[Skeletal landmark data]
————

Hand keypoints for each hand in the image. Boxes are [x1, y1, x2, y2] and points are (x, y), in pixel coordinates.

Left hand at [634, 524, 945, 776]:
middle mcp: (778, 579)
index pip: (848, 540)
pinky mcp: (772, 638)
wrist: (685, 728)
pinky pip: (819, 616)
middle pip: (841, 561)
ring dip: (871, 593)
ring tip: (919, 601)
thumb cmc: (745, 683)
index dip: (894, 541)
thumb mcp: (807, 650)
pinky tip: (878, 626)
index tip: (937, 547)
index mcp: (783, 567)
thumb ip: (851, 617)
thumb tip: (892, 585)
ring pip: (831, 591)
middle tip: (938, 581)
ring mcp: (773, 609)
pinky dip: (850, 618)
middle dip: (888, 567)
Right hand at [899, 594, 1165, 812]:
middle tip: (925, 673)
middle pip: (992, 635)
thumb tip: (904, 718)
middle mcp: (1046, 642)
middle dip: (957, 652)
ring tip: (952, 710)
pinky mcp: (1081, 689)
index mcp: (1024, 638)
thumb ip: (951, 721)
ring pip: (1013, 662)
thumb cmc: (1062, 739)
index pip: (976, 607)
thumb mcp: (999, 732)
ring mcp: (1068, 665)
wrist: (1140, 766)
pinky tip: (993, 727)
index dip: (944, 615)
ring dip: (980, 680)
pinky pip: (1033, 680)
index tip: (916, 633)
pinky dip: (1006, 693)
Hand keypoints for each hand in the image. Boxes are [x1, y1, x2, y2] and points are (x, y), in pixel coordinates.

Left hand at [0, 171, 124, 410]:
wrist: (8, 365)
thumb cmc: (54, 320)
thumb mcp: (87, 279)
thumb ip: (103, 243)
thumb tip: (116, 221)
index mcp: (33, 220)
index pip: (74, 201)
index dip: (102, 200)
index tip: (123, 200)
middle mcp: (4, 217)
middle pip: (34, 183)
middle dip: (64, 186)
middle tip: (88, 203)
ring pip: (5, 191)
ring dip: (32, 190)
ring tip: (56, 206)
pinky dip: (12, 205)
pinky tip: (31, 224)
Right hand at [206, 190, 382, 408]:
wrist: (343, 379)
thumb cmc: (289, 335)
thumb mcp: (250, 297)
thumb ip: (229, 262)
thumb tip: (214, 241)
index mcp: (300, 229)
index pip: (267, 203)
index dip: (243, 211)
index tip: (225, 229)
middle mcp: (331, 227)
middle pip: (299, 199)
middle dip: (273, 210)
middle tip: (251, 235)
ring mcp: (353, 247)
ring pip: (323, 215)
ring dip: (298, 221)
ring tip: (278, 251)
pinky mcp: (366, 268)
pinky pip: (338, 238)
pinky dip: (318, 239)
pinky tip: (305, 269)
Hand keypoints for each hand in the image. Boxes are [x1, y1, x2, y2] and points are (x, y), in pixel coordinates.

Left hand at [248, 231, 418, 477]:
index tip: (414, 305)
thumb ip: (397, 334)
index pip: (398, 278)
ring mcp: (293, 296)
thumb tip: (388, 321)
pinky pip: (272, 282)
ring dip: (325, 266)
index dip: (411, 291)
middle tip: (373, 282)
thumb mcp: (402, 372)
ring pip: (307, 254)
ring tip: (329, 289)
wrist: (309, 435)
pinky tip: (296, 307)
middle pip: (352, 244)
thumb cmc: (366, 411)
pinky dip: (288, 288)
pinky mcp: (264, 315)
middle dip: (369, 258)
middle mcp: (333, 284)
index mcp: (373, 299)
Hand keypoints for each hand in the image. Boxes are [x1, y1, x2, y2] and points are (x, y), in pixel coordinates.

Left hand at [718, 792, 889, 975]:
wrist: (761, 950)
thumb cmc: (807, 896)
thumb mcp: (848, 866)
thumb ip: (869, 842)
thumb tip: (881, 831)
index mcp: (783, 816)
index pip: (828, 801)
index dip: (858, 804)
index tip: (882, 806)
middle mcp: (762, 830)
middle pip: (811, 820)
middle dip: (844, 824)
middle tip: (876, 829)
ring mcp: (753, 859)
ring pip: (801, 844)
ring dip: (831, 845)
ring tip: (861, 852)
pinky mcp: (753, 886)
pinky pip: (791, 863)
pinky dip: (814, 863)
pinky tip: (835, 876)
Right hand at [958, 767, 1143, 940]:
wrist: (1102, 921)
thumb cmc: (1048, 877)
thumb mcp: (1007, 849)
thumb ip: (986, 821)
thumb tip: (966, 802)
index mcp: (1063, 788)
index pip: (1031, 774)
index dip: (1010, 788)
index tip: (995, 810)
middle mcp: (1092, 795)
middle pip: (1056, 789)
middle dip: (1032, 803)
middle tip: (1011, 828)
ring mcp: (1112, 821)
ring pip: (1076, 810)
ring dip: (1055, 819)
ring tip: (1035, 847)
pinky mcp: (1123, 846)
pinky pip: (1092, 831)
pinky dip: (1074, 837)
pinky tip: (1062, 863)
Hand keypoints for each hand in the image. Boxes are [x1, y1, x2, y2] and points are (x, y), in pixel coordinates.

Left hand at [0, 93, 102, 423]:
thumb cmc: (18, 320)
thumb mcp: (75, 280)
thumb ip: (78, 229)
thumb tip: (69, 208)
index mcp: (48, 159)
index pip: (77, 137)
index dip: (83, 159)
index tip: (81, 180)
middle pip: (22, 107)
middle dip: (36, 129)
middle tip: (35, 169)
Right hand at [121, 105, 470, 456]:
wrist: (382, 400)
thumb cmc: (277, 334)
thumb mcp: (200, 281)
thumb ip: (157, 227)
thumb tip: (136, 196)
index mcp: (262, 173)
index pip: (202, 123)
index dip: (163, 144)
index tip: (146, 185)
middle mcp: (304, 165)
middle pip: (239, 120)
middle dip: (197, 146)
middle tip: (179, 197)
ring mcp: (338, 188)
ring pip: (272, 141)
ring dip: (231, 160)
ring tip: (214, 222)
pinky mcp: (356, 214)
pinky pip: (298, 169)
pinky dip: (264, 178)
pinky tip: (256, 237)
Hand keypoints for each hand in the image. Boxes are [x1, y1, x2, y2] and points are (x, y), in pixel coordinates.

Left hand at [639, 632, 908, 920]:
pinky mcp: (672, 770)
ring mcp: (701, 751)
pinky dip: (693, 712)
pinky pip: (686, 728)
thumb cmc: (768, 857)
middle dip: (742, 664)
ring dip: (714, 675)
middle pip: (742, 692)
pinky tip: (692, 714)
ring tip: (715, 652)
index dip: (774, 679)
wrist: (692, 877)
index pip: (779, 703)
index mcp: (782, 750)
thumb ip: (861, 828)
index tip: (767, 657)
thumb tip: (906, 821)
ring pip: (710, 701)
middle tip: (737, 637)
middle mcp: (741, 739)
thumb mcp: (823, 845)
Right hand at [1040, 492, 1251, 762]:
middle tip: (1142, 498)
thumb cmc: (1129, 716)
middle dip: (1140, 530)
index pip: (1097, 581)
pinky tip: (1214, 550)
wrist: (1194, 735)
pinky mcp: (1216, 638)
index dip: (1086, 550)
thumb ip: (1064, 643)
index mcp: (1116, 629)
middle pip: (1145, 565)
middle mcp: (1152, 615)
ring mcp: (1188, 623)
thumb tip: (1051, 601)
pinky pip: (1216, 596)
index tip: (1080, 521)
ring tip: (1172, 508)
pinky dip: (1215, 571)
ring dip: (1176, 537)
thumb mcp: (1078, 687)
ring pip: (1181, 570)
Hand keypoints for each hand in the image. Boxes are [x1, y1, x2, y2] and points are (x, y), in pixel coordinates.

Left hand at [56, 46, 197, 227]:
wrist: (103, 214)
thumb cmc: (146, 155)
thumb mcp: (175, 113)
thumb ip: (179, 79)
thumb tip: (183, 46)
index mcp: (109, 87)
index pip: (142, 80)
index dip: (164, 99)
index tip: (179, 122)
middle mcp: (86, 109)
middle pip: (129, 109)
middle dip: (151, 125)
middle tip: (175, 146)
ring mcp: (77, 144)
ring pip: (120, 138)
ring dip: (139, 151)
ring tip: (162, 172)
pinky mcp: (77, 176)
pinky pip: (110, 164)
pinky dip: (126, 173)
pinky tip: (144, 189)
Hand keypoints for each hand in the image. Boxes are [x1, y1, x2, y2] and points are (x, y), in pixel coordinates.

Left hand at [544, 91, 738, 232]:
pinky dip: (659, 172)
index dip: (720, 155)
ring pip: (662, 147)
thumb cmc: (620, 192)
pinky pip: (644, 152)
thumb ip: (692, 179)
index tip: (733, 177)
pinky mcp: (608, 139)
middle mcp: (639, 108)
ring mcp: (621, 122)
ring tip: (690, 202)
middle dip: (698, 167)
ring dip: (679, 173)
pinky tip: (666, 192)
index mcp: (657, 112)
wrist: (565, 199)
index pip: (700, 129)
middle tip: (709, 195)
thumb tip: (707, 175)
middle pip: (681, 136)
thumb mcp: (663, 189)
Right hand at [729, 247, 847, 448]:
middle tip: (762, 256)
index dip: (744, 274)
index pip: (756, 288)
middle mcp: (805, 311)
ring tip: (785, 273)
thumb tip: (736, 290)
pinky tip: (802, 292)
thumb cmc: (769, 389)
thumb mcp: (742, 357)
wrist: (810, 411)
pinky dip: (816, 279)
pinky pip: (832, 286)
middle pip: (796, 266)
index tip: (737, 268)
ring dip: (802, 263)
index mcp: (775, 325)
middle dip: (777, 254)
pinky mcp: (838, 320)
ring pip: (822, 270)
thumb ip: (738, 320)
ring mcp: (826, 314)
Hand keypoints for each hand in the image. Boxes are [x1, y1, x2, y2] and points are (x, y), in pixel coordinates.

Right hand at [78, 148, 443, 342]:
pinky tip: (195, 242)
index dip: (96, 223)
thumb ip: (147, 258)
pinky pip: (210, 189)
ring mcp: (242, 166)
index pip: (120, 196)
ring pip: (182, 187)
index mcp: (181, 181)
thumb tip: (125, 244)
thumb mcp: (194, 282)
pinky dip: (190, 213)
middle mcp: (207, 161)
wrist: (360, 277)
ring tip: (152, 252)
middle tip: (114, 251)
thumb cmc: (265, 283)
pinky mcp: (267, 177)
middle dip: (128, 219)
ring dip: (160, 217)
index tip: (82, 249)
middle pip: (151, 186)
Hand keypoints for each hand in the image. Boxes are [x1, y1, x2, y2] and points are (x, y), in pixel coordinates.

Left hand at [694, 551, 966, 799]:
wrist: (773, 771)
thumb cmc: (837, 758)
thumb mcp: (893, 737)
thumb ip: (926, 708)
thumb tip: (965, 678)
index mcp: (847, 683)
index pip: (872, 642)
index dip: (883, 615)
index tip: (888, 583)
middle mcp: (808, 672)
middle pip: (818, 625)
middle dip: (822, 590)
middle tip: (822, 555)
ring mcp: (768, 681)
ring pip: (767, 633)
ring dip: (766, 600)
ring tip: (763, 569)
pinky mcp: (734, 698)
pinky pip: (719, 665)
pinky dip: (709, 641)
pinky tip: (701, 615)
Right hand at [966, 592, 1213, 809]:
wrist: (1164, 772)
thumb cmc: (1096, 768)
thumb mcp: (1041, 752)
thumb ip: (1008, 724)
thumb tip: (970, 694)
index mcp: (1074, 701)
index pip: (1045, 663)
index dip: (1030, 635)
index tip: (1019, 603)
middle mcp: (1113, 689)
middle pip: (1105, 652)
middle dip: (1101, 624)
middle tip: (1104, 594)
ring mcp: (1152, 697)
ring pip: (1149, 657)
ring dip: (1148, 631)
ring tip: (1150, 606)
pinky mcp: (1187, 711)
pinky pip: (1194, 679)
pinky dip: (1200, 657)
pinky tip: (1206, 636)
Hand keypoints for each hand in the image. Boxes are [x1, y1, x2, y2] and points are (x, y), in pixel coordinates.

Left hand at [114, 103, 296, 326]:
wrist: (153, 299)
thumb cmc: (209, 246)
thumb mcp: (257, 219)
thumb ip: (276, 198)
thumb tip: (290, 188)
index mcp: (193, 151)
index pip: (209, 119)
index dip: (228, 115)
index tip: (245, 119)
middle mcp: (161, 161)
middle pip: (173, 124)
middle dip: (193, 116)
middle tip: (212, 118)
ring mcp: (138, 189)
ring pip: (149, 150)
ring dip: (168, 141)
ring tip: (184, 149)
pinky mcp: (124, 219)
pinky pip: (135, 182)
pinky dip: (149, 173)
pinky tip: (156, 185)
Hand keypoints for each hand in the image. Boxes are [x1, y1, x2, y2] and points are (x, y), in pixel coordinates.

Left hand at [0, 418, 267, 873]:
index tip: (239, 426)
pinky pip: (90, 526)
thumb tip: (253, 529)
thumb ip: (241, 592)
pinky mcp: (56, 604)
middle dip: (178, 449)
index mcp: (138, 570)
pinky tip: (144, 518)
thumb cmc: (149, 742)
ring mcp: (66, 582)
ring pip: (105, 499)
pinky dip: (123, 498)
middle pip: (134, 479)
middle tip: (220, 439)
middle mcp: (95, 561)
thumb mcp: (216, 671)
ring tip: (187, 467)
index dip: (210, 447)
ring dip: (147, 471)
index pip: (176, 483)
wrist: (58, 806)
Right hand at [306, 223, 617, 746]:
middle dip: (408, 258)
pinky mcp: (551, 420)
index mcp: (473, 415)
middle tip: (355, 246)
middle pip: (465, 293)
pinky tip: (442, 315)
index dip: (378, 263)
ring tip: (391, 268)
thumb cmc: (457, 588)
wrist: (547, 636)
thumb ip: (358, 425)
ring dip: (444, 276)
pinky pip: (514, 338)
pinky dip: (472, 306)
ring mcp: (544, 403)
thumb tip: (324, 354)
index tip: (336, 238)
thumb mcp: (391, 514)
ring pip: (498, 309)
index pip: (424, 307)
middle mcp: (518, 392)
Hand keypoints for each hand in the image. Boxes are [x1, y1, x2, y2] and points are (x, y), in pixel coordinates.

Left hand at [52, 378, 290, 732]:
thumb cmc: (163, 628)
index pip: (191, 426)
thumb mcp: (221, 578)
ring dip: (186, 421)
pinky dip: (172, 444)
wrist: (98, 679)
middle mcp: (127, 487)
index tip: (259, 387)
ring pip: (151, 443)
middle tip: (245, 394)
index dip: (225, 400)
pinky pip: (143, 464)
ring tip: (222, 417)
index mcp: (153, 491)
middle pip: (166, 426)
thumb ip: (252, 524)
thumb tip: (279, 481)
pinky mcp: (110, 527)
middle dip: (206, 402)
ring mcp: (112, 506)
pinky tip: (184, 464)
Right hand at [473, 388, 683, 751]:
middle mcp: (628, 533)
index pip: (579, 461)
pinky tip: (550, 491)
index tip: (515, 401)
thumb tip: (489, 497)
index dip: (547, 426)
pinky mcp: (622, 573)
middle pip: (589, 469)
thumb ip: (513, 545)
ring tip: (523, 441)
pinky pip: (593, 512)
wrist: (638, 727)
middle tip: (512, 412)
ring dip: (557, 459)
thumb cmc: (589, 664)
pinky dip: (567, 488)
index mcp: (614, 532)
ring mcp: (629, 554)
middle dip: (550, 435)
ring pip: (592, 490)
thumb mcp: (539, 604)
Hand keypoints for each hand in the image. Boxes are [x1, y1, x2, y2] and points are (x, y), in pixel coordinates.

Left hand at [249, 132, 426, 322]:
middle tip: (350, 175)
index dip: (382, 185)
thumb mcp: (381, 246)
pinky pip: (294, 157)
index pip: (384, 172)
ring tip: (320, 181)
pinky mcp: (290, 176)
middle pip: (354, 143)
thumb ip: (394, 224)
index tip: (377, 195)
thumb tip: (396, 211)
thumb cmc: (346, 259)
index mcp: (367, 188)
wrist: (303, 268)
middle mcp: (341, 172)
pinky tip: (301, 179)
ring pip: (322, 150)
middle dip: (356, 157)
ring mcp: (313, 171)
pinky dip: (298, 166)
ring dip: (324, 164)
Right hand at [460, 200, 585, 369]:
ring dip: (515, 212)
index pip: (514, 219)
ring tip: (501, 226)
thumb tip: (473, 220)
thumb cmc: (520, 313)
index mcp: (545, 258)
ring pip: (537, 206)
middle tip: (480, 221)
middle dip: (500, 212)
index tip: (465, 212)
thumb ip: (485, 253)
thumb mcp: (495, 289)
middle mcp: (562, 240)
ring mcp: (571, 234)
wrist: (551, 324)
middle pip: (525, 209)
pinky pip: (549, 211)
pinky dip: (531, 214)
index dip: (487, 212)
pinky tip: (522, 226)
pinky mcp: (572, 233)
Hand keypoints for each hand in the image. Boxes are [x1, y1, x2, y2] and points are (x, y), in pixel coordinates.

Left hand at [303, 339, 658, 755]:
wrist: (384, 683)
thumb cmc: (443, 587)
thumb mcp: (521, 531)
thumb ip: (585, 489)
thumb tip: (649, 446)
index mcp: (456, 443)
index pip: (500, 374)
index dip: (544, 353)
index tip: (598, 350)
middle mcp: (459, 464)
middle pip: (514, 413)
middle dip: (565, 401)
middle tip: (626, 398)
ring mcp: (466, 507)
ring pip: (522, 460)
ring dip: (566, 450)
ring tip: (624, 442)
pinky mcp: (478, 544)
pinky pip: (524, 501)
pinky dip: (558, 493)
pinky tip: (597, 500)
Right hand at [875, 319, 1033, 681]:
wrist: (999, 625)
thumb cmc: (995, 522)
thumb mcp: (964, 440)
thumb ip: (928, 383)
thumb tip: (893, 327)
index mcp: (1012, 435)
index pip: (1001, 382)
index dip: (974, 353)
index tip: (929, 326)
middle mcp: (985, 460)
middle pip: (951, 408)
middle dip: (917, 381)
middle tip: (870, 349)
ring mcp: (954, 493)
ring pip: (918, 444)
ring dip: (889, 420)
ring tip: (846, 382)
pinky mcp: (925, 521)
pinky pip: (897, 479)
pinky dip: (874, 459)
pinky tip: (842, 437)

————

▶ _WHAT THE TASK REQUIRES_
Write down, word for word, the lines above from the one containing "thumb tip: (881, 831)" through the one containing "index pip: (1031, 774)", both ends included.

▶ _EXPECTED OUTPUT_
thumb tip: (881, 831)
index mcp: (783, 816)
index pip: (828, 801)
index dip: (858, 804)
index tip: (882, 806)
middle mcp: (762, 830)
middle pip: (811, 820)
middle dip: (844, 824)
middle tip: (876, 829)
ring mcp: (753, 859)
ring pip: (801, 844)
ring dip: (831, 845)
ring tip: (861, 852)
pinky mcp: (753, 886)
pinky pip: (791, 863)
pinky dip: (814, 863)
pinky tip: (835, 876)
Right hand at [958, 767, 1143, 940]:
wrist: (1102, 921)
thumb cmc: (1048, 877)
thumb mcp: (1007, 849)
thumb ip: (986, 821)
thumb tip: (966, 802)
index mcp: (1063, 788)
index pip: (1031, 774)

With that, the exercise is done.